Andrew F. O’Hara, editor, The Jimston Journal
author, The Swan, Tales of the Sacramento Valley

And another full star review:
Young, handsome, and driven, Paul is completely devoted to the practice of his faith as an Anglican priest. With all that he has going for him, it should come as no surprise that he remains square in the sights of many a single woman scattered throughout his doting parish. Unfortunately for them, Paul’s heart is set solely on the pursuit of someone he finds quite special – little does anyone know, though, that someone just happens to be a fellow male priest…

When the two fated lovers eventually surrender to their desires, they begin a passionate, loving – albeit completely clandestine affair – but despite the pleasure of their physical indulgence, both men struggle greatly with the inner spiritual torment stemming from the juxtaposition of their flesh and their faith.

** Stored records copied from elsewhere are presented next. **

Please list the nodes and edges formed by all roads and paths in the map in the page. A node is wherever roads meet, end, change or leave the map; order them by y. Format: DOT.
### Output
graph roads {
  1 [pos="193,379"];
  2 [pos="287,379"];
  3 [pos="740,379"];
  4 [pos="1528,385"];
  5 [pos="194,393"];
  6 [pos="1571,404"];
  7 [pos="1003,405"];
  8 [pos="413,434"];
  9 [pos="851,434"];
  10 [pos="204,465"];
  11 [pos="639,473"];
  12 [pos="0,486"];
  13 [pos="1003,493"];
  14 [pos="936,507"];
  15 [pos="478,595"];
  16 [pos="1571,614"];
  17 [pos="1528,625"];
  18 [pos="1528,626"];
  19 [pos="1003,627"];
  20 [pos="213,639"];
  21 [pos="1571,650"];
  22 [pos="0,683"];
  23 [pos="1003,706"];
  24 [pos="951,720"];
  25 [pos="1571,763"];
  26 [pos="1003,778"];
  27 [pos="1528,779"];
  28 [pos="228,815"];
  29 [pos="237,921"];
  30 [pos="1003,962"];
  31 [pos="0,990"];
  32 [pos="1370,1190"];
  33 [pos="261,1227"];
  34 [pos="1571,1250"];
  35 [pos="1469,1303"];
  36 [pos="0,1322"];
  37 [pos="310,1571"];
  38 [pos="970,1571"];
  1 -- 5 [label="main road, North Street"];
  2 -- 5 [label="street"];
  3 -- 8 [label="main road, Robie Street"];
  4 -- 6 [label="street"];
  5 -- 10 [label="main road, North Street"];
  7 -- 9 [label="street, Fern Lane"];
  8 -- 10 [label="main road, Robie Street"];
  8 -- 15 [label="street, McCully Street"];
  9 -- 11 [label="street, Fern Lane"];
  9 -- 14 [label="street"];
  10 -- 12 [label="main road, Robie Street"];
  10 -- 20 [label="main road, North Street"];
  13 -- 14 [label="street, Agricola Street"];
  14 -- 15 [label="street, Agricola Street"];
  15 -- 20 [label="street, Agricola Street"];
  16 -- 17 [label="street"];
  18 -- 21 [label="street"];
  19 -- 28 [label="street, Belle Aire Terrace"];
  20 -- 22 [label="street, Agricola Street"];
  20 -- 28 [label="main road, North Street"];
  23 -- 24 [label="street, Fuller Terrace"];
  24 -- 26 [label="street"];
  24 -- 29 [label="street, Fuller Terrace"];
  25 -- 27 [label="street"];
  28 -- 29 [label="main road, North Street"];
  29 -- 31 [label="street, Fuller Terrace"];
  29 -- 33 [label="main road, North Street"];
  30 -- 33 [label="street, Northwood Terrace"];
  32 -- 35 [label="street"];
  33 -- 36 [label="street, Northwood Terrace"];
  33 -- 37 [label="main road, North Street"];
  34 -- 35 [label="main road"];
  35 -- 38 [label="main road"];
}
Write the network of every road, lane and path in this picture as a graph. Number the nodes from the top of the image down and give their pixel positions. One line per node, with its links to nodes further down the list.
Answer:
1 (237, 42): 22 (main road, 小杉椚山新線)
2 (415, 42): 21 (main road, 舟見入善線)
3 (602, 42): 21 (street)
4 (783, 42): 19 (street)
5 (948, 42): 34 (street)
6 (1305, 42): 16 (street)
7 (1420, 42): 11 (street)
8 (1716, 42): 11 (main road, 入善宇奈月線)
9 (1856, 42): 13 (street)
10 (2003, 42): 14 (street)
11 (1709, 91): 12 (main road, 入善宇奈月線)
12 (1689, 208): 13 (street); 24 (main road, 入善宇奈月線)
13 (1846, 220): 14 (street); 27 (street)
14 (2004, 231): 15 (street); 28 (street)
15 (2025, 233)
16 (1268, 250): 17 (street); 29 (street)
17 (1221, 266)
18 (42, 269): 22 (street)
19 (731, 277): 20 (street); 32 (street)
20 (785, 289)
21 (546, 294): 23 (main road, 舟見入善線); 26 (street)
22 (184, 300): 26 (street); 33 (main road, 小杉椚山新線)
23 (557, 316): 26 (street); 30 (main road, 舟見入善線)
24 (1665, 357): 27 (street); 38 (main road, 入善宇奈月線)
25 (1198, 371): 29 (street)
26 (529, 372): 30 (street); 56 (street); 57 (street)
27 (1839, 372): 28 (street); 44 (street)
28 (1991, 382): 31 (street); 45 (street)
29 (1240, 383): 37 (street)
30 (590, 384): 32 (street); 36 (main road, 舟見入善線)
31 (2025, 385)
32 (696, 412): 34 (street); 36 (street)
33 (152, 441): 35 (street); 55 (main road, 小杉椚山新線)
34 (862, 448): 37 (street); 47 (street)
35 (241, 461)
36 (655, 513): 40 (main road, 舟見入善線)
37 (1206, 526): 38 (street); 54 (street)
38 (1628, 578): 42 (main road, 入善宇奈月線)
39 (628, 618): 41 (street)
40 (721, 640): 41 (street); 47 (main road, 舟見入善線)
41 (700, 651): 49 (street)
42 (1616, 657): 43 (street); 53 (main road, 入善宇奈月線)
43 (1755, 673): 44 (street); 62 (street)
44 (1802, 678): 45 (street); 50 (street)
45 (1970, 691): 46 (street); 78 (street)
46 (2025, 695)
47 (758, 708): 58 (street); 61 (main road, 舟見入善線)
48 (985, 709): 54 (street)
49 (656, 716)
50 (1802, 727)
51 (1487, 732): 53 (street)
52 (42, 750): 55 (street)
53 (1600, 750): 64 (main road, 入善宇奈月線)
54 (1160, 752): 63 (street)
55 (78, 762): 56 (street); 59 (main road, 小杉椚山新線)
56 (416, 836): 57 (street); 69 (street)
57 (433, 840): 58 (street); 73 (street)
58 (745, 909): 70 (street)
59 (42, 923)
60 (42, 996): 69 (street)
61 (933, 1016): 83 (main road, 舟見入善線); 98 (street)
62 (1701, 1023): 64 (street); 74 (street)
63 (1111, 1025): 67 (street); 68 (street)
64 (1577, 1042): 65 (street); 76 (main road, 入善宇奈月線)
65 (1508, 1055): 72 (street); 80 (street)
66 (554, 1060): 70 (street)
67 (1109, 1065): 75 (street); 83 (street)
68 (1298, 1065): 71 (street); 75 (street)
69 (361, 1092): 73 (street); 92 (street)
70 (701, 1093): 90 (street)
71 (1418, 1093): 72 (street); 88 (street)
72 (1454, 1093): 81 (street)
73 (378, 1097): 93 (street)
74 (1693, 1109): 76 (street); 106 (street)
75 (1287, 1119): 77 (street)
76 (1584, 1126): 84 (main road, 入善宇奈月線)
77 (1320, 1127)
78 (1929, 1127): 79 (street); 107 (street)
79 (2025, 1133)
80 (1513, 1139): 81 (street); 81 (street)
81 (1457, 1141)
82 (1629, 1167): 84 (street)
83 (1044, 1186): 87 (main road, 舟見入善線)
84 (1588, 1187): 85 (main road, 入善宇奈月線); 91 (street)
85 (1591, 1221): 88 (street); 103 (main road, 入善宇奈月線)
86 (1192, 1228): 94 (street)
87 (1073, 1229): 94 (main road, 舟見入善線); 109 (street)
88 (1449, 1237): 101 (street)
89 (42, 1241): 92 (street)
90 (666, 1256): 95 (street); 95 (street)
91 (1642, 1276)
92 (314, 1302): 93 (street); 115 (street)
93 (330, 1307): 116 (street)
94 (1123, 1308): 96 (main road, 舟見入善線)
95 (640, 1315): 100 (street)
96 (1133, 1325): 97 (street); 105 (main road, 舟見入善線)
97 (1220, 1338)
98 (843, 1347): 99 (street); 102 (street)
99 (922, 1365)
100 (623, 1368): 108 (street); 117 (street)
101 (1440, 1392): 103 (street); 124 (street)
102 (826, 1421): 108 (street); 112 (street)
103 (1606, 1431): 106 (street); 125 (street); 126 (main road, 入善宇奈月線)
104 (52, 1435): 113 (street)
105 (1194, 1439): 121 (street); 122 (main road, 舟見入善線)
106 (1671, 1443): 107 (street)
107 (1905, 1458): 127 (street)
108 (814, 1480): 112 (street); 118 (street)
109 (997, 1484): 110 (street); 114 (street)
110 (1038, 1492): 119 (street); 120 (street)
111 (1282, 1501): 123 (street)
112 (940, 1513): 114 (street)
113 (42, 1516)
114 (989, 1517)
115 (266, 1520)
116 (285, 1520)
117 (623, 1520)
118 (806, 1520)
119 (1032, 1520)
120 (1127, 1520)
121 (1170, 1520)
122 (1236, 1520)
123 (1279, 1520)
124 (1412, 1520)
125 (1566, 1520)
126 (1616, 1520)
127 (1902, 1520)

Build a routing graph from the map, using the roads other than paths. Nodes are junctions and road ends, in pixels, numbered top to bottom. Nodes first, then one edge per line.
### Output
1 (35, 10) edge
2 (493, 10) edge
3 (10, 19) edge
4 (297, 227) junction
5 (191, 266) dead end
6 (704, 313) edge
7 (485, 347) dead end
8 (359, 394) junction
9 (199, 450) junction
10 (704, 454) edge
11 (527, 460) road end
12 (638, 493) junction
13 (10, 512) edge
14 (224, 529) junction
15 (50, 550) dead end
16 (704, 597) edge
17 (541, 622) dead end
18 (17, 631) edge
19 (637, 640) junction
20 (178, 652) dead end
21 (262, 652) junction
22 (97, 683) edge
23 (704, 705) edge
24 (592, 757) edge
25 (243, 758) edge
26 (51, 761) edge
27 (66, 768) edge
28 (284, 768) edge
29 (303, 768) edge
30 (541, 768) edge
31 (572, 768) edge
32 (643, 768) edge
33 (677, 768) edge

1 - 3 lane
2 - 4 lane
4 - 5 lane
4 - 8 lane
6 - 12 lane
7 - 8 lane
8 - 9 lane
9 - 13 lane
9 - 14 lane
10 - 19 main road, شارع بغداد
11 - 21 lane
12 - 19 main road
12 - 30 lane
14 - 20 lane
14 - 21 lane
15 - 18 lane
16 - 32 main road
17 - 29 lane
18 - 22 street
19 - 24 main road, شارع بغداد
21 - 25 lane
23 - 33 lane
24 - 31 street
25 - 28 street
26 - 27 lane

Even worse, as suspicions regarding their relationship begin to grow throughout the surrounding community, Paul and his lover soon face the very real prospect of having to contend with the disastrous consequences of their actions – however well-meaning they may be. In light of all the looming controversy, each man is forced to engage in a fierce spiritual battle in order to reconcile the various conflicting elements deep within themselves…

When Angels Lie takes the reader on a piercing, heart-rending and ultimately edifying journey through the deepest recesses of the human soul. Insightfully well-crafted, author Gladys Hobson’s endearing tale does a superb job of humanizing the eternal battle between the spirit and the flesh – a battle, it should be noted, that is no more or less difficult whether centered on homosexuality, addiction, or any other spiritual affliction. In the end, we all struggle daily with issues of acceptance vs. propriety, and the manifestation of this struggle in the form of Paul’s relationship with his lover is guaranteed to inspire serious reflection within the reader on a number of different levels.

With a compelling storyline and well-rounded cast of characters, When Angels Lie is literary jewel that shouldn’t be missed. Kudos to Hobson for launching such a brave headlong foray into what remains a highly controversial topic – and for pulling it off with the utmost class, grace, and much-deserved empathy. Highly recommended.